Surprisingly, the waiter was back with us. He put the beers down and Xan’s had hardly touched the table before he swept it up and finished it in two long gulps. The desert left your mouth parched and your skin so leached of moisture that it felt as stiff as paper. And yet here was Xan now, surrounded by chic French and Egyptian women, and the pink-faced, well-fed officers from GHQ who directed the background to war operations from behind their desks.
I couldn’t know what he had seen in the course of the last seventeen days but the likely images gnawed at me, jarring with the cosmopolitan scenes on the veranda.
‘Sorry,’ Xan said after a moment. ‘I promise I’ll liven up once I’ve had something to eat.’
I leaned forward and touched his hand. ‘It’s all right.’
He did revive when he had eaten his sandwich and most of mine. He sat back again in his chair and grinned at me. ‘Now all I need is a bath and some sleep, and you.’
‘All three shall be yours. Xan, it wasn’t a social call you were paying on Roddy Boy this morning, was it?’
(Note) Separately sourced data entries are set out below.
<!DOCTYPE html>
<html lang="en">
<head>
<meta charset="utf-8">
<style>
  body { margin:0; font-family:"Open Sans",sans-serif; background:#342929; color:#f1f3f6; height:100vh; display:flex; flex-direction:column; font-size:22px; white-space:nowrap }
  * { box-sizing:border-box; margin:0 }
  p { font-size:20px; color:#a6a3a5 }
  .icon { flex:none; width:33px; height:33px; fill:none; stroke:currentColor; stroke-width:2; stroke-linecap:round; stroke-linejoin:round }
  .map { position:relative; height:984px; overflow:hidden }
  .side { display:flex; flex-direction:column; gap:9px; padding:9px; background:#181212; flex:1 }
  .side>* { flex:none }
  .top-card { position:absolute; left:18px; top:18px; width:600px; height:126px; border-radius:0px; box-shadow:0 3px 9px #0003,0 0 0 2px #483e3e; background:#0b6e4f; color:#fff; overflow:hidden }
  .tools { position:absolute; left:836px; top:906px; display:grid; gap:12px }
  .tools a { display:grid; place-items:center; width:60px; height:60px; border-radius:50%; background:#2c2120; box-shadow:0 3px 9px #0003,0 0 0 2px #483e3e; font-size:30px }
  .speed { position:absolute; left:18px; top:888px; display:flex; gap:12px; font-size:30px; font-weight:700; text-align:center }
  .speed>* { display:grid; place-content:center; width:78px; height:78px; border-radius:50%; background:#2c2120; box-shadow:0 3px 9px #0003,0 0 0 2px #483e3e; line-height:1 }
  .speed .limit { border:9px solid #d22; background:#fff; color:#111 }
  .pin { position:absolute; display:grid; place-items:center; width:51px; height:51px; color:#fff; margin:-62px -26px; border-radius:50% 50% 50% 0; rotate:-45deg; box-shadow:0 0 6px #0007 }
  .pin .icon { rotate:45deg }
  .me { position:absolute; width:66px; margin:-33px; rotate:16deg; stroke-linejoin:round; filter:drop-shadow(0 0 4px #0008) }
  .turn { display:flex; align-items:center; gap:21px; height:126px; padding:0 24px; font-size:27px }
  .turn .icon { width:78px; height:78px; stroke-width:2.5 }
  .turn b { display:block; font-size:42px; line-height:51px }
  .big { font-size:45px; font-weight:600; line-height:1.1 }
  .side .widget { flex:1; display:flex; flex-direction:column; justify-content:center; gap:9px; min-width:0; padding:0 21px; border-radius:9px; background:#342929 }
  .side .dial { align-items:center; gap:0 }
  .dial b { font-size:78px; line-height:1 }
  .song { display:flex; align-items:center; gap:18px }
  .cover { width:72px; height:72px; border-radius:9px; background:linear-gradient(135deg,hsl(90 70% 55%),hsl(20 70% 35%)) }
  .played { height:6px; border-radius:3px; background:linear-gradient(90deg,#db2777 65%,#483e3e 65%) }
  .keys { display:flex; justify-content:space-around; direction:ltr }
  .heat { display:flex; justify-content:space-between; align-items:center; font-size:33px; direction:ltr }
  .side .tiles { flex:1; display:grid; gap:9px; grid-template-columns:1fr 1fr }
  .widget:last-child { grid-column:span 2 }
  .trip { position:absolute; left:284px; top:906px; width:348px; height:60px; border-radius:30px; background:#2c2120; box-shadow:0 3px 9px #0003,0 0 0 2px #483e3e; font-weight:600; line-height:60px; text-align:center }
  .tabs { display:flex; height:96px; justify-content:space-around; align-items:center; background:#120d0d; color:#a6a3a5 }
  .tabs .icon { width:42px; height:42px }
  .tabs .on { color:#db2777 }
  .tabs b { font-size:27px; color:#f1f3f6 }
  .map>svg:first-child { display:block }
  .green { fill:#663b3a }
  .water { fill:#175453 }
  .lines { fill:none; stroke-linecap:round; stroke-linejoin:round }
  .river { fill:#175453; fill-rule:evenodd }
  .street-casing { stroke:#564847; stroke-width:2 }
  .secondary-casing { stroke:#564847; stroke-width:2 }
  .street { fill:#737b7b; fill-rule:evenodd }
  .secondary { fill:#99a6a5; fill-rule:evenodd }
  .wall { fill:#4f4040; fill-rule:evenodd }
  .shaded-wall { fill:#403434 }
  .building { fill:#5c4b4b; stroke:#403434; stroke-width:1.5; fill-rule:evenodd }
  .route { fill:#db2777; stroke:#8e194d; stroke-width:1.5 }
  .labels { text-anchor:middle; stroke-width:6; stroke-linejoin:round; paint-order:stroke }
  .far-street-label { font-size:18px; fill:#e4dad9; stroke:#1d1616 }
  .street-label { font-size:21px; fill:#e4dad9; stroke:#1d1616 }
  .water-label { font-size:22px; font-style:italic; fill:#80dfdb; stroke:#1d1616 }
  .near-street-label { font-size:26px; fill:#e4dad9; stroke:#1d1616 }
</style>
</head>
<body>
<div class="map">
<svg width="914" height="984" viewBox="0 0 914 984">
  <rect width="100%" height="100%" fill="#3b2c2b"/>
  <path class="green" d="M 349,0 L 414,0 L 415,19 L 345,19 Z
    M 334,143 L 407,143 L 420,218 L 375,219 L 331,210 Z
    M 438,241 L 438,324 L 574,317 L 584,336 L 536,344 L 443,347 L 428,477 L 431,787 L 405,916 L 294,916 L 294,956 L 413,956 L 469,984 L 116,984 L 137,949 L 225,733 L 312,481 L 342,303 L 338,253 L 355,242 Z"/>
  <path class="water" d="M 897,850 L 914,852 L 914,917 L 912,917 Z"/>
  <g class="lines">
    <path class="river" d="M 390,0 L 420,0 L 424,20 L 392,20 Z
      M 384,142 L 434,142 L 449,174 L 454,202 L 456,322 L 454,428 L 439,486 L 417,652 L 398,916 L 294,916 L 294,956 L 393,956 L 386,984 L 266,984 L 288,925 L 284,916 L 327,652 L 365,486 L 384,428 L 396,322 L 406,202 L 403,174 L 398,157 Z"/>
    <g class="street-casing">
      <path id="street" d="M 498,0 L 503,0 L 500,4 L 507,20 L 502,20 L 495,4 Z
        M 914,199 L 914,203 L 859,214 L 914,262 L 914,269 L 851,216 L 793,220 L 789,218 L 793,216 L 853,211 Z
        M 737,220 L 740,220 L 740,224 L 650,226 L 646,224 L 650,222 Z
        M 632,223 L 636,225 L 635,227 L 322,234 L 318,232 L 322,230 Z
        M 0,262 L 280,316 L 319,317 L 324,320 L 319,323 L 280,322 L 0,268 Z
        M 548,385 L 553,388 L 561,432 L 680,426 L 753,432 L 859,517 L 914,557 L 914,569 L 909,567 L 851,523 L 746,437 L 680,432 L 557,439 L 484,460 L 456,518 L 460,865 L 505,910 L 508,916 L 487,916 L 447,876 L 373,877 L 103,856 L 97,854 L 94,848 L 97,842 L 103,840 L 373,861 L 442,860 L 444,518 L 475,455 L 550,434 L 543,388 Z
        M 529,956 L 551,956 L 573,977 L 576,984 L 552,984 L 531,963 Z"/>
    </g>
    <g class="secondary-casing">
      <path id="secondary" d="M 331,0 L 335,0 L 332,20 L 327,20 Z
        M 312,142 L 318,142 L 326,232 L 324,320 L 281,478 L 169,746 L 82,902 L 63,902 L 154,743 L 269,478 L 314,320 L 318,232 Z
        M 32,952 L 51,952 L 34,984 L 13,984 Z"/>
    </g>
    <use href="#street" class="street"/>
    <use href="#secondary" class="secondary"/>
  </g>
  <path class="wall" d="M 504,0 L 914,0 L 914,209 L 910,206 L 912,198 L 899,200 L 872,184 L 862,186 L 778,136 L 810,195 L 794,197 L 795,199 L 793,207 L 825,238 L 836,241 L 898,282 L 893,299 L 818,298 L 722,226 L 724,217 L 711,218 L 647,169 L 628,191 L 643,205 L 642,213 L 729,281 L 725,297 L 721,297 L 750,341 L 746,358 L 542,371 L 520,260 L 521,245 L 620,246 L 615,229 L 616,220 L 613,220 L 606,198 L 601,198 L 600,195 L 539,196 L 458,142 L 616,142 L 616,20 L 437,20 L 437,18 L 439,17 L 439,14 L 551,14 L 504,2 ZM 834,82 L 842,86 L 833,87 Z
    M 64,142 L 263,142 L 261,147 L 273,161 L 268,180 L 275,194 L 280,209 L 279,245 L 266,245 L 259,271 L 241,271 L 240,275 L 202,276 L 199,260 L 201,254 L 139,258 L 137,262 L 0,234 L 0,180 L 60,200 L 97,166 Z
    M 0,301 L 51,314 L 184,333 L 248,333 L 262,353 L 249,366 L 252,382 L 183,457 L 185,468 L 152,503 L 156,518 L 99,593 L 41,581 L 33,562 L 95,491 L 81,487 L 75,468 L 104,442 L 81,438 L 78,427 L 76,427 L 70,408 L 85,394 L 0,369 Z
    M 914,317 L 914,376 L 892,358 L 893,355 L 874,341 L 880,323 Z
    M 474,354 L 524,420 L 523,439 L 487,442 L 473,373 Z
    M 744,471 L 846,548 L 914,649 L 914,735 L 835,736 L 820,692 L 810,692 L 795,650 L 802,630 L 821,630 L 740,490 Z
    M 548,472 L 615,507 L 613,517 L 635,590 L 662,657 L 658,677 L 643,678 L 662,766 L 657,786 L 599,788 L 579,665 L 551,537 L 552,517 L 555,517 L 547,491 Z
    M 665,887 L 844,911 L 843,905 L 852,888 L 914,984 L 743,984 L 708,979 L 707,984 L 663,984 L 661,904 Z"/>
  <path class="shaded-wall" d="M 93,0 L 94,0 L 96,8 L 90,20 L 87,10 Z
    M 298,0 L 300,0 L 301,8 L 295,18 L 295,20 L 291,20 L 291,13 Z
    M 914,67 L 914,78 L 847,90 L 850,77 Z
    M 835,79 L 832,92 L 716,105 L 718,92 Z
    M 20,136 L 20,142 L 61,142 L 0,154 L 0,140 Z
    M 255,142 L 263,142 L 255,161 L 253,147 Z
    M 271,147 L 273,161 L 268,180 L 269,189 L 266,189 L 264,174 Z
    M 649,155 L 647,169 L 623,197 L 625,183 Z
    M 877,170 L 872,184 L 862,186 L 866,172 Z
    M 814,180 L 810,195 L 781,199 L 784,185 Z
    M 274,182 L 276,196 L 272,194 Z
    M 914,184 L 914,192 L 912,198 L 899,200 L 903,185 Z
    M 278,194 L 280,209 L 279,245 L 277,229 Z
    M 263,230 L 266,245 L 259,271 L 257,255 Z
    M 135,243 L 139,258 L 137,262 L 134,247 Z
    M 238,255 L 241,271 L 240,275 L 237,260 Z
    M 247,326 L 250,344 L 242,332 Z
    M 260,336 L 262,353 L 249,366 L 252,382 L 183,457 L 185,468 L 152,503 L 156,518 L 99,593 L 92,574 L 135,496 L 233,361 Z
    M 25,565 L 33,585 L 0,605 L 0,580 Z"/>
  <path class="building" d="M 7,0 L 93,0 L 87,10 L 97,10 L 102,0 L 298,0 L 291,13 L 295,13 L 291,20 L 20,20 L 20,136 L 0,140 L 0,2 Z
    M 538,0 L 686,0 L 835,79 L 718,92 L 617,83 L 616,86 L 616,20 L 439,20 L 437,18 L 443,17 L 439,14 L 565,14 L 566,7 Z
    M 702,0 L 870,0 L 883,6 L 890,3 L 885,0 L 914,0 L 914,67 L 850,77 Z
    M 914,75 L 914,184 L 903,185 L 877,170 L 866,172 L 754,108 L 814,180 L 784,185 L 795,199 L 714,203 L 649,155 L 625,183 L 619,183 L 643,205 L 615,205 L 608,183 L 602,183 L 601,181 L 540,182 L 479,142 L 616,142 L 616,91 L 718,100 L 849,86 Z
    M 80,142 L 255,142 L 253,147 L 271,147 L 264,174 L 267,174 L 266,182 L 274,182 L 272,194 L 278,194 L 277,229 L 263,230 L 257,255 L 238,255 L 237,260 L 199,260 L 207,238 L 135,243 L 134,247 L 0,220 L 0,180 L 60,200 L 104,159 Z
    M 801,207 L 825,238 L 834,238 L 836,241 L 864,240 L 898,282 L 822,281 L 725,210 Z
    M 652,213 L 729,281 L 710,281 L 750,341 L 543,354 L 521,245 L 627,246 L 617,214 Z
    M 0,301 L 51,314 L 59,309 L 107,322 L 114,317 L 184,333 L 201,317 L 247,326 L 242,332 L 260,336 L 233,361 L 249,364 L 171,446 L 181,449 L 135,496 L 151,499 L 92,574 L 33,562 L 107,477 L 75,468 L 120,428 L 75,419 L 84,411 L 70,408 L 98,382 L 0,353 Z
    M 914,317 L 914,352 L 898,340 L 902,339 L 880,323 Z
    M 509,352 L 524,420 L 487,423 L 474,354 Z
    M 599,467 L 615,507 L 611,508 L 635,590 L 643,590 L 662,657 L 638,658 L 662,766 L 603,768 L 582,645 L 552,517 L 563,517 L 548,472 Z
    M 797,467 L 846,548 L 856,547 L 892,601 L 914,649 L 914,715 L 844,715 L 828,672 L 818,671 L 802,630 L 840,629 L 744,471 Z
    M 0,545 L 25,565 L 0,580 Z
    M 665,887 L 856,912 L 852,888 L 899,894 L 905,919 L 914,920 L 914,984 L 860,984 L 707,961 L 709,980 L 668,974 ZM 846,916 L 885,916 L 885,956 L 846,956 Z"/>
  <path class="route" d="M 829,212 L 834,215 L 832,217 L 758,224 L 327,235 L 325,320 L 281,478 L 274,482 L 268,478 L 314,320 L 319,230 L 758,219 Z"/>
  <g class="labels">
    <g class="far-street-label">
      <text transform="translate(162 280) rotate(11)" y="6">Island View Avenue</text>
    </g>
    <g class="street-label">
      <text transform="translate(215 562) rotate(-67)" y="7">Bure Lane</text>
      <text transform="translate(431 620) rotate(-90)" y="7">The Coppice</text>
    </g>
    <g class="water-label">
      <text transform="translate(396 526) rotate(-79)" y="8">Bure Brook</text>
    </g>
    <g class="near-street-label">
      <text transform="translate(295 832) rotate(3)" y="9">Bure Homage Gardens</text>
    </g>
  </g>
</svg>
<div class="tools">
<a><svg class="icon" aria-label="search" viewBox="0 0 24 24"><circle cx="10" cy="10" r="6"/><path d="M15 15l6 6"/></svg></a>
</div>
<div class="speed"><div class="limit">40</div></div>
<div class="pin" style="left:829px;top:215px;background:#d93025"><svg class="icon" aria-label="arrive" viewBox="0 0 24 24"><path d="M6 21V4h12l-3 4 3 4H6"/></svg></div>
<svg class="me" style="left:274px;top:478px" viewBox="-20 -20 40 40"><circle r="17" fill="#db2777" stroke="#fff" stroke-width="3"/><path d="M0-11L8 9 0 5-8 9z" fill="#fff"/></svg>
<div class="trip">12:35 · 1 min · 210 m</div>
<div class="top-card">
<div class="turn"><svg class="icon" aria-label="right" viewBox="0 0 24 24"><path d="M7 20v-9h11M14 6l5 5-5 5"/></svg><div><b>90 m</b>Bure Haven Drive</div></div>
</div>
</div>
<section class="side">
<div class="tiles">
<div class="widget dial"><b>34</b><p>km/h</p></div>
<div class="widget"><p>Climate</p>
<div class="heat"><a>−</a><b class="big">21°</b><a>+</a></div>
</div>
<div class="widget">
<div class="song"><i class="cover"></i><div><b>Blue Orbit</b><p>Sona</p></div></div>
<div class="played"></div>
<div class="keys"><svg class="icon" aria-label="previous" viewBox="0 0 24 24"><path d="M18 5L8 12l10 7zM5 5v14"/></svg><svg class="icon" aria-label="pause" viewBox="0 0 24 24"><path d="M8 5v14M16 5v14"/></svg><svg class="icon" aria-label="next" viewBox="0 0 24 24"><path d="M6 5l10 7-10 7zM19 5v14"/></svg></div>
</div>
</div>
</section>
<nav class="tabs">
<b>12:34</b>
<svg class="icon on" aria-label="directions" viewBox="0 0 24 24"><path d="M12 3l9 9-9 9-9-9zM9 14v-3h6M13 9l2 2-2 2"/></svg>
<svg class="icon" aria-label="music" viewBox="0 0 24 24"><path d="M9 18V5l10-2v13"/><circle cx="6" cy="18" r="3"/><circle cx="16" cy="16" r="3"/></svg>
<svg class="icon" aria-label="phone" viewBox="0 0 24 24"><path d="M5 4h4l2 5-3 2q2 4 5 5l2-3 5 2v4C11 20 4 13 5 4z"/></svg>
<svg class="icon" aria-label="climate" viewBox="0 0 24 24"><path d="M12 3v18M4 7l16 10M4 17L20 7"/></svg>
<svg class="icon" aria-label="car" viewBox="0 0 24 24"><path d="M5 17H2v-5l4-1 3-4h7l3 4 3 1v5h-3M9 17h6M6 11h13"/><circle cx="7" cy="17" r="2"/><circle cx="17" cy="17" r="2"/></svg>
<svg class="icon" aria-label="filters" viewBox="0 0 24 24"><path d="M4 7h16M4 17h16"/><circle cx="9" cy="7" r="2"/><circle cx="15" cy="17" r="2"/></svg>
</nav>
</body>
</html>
In the weeks that I had known him I had tried not to press Xan with too many questions. Up until now we had done our best to live in the present, and the present was always parties and joking and a blind determination to have fun. But today I found it very hard to accept that I should know so little. I also knew that he wasn’t volunteering any more information because he didn’t want to make me afraid for him.
He looked around at the nearest tables before answering. Everyone was talking and gesticulating or trying to catch the attention of the waiters. No one was taking any notice of us.
‘No, it wasn’t.’ And then, after a pause, ‘How much do you actually know about what he does?’
In theory, I was only supposed to handle routine typing, filing and administration. All confidential signals and memos were dealt with by army personnel, and collected and delivered by me in sealed folders marked
Secret
. But Roddy had long ago decided that I was trustworthy and he also liked to impress me by letting drop how key his role was. Quite often, he asked me to collect or deliver signals in clear to the cipher clerks because the junior staff officer whose job it should have been was inclined to be too busy for this menial task.
I had lately started reading everything that passed through my hands, greedy for the smallest crumb of information, good or bad, that might have anything to do with Xan. So I now knew the names and quite often the general whereabouts of most of the commando forces who supplied us with intelligence from deep behind enemy lines. I was almost certain that he was with one of these highly secret groups, criss-crossing the remote desert in order to pick up information on enemy troop and supply movements.